Follwing that.A few of us(Peishan,Lina,Harmin,Wilson,Regina,Faizah and me proceeded to Lido to watch Constantine as we originally planned.Although I was dead tired from not sleeping the previous night.I definitely did not regret going.The movie was kinda interesting,yet blasphemic in a way.And people who have smoker friends should MOST DEFINITELY bring them to wacth this movie.They may actually quit smoking after watching it.Haha.(OK.Enuff spoiling.)

And thus.After all that.I ended up here.In front of my computer.With no more plans for the night and nothing to do once again.Ah.The agonies of single life.Carefree yet boring as usual.But at least for tonight.I dun have to worry that much about having another paper tmr.I can finally take a well deserved rest.And I guess I really deserve some compliments for the simple fact that I actually delayed my much needed sleep to write this blog entry.This shows just how impt my blog readers are to me ok(Please clap in response).Haha.

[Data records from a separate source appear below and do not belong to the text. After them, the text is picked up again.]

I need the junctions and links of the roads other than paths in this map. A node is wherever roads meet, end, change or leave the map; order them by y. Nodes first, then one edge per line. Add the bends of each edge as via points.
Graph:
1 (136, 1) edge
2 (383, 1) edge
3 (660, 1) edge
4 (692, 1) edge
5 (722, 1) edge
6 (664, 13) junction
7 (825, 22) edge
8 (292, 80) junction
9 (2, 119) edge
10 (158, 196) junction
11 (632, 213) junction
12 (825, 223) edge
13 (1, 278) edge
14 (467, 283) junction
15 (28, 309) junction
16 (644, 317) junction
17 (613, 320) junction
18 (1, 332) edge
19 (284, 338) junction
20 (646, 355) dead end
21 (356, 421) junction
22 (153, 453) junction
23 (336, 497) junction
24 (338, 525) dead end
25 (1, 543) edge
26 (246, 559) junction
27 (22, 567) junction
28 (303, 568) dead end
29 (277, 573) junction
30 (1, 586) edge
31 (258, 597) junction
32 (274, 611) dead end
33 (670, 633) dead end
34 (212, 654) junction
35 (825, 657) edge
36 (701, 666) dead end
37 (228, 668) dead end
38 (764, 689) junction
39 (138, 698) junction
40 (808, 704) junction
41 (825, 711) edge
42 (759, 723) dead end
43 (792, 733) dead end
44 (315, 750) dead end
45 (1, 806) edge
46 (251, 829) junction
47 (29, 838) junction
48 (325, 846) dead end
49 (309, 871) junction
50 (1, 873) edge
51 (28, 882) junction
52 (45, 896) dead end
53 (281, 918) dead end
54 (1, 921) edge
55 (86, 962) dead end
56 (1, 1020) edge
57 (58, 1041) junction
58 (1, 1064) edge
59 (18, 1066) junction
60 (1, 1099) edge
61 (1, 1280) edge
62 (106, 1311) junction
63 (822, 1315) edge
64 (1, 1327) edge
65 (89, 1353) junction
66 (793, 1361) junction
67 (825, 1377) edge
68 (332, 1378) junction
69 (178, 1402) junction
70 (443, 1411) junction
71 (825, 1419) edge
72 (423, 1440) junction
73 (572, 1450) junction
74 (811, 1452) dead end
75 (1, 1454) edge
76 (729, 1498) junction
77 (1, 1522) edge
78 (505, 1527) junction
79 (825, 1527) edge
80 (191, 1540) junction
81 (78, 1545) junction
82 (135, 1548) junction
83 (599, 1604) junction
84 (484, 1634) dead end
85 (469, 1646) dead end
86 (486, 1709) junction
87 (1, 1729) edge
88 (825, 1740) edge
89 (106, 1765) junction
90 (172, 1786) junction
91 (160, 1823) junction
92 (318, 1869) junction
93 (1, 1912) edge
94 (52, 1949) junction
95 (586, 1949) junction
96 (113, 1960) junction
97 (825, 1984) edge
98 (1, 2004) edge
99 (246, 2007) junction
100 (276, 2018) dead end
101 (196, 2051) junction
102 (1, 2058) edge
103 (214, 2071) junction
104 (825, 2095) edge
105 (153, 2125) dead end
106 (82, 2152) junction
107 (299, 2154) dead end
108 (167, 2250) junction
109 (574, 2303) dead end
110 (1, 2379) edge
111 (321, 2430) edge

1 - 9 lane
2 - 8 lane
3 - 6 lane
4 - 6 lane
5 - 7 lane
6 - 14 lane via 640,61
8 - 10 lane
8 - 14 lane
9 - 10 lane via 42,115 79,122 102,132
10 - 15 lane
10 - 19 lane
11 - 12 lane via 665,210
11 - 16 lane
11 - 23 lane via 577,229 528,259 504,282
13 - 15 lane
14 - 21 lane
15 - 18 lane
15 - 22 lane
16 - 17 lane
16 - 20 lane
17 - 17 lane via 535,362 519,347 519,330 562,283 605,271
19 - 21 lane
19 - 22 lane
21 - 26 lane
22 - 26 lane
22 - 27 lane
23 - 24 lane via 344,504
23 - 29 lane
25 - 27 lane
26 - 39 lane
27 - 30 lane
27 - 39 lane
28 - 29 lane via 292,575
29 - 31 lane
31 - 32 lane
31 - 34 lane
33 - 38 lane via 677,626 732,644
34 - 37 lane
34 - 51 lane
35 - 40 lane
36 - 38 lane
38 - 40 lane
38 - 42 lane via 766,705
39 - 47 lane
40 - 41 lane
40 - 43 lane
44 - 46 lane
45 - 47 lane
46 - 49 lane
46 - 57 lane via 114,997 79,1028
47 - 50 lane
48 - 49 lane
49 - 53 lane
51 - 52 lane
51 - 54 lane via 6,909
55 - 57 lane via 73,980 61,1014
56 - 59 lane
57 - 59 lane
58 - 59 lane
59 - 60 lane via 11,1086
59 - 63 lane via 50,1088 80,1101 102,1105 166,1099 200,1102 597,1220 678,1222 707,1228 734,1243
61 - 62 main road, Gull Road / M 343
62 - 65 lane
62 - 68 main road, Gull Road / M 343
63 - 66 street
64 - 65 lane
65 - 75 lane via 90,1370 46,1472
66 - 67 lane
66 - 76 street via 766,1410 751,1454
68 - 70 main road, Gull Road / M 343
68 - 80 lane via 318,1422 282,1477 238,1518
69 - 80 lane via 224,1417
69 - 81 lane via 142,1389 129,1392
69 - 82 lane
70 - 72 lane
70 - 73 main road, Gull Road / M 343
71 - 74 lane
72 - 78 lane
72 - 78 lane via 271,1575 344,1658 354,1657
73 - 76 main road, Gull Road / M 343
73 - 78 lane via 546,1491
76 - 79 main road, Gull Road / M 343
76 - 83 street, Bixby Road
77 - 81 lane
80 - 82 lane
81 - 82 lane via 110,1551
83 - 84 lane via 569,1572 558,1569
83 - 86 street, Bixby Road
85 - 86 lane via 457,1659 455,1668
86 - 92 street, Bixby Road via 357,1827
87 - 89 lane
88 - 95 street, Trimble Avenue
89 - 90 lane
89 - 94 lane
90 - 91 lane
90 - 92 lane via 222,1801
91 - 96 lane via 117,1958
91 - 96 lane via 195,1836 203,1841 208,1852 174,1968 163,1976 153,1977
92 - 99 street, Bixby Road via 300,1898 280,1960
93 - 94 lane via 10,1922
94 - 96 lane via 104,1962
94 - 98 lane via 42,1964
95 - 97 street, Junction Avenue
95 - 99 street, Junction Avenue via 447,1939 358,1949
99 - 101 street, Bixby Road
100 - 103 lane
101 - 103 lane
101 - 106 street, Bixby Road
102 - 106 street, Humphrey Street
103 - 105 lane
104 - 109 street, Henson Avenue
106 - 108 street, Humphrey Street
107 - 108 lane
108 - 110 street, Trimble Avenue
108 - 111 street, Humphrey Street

OK.I guess that's it for this entry.Good night and may all of you have an enjoyable weekend.

Tata~!


Monday, February 14, 2005
12:01 PM

Haha.I guess the story I wrote in my previous entry was too long for most people's liking huh.Which was why I didn't really receive an comments about it.And the ridiculous and hard-to-figure-out new blog template probably baffled some people for a while huh.Well.I guess there's really nothing I can do about it too.I can't expect everyone to have the time to read such an annoyingly long blog entry right?Life is short enough as it is.On the other hand though.I do still hope that if you guys have the time.You'll go take a look at it.I found it to be one of my better ones.

I think I'm beginning to sound really oxymoronic huh.Haha.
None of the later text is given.